Originally Posted by Encyclia
SM, I am curious about your comment about Vit A being more necessary for the offspring than the adults. My experience has been that I need to start monkeying with the balance of things when I am getting repeated instances of infertile clutches from the parents (not that this is always the problem - it's just where I start trying to solve it). I had never heard reference to needing to make up for a deficiency in the offspring. I suppose it makes sense that if the parents are barely scraping by on a given vitamin, that situation would pass on to the offspring, too.
My thoughts about Vitamin A were focused on infertility and SLS -- both of which, strictly speaking, affect only the offspring (either failing to form properly, in the latter case, or failing to come to be at all, in the former case).
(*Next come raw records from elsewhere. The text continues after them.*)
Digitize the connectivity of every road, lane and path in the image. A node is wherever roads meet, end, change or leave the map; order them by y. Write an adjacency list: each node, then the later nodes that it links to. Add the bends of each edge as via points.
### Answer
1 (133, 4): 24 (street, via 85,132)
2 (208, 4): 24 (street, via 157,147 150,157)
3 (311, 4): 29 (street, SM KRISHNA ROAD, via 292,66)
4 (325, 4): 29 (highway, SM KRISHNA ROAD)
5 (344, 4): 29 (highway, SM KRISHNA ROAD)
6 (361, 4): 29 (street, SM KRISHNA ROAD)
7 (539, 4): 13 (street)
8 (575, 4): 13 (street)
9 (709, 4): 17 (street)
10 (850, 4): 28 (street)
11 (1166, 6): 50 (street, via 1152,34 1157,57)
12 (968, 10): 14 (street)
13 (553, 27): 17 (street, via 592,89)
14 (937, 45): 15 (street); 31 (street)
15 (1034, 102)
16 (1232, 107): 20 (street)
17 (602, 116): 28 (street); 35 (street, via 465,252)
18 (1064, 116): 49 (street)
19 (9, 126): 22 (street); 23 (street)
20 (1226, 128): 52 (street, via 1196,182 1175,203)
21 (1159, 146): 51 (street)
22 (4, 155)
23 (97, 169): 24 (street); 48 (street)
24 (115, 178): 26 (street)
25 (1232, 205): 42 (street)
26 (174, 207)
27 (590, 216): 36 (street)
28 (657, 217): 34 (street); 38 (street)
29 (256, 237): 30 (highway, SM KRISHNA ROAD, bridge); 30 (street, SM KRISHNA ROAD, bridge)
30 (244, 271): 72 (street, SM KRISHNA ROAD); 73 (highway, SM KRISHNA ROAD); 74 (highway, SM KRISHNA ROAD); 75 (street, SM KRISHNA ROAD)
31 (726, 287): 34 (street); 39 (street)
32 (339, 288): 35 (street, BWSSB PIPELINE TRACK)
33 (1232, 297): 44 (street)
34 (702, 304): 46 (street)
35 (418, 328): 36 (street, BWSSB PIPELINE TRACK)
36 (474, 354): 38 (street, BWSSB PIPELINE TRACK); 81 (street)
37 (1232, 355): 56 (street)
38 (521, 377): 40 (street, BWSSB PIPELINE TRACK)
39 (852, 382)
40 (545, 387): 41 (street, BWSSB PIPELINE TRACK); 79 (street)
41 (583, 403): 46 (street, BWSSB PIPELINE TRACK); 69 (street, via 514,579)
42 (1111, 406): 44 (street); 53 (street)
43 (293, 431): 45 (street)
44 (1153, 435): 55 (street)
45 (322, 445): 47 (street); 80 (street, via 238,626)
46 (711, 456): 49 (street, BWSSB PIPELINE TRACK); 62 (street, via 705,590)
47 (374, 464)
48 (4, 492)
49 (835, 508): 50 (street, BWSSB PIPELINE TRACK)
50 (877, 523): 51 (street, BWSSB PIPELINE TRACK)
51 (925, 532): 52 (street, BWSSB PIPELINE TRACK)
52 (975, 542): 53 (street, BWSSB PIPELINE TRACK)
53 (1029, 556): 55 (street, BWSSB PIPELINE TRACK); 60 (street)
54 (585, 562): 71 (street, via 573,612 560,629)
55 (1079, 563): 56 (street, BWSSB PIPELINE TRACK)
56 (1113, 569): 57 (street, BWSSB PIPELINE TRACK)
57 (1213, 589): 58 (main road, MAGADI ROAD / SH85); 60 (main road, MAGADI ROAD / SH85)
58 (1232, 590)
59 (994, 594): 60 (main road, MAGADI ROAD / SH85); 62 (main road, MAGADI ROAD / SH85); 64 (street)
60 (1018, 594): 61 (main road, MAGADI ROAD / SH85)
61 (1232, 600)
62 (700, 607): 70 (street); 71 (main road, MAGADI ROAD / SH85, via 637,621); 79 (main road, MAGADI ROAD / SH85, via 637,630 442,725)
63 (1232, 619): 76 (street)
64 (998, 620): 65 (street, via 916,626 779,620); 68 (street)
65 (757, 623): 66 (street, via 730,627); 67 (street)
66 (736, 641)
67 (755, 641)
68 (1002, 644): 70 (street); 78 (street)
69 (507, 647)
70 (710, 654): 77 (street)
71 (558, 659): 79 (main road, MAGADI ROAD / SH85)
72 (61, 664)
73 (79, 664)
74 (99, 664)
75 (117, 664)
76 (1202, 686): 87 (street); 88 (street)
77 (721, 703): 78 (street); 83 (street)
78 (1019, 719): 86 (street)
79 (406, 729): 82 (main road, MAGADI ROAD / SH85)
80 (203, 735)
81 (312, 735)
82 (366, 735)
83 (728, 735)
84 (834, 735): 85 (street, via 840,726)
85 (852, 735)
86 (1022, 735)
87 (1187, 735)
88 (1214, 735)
Certainly infertility -- when hypovitaminosis A is a factor -- is a matter of the parents' diet (or some third factor that affects nutrient uptake, or the like). My untutored assumption is that SLS -- where hypo A is a factor -- is likely affected at least in part by the parents' diet in all frogs, and likely completely related to the parents' diet in the case of egg-feeders. I'd be very happy to be educated otherwise by the more experienced and knowledgable here.
I'm not sure that I personally would be likely to wait for signs of deficiency before supplementing. I exercise not after I have a heart attack, but rather to prevent one. It seems as if quite a few folks here routinely supplement A, so I ride that wagon.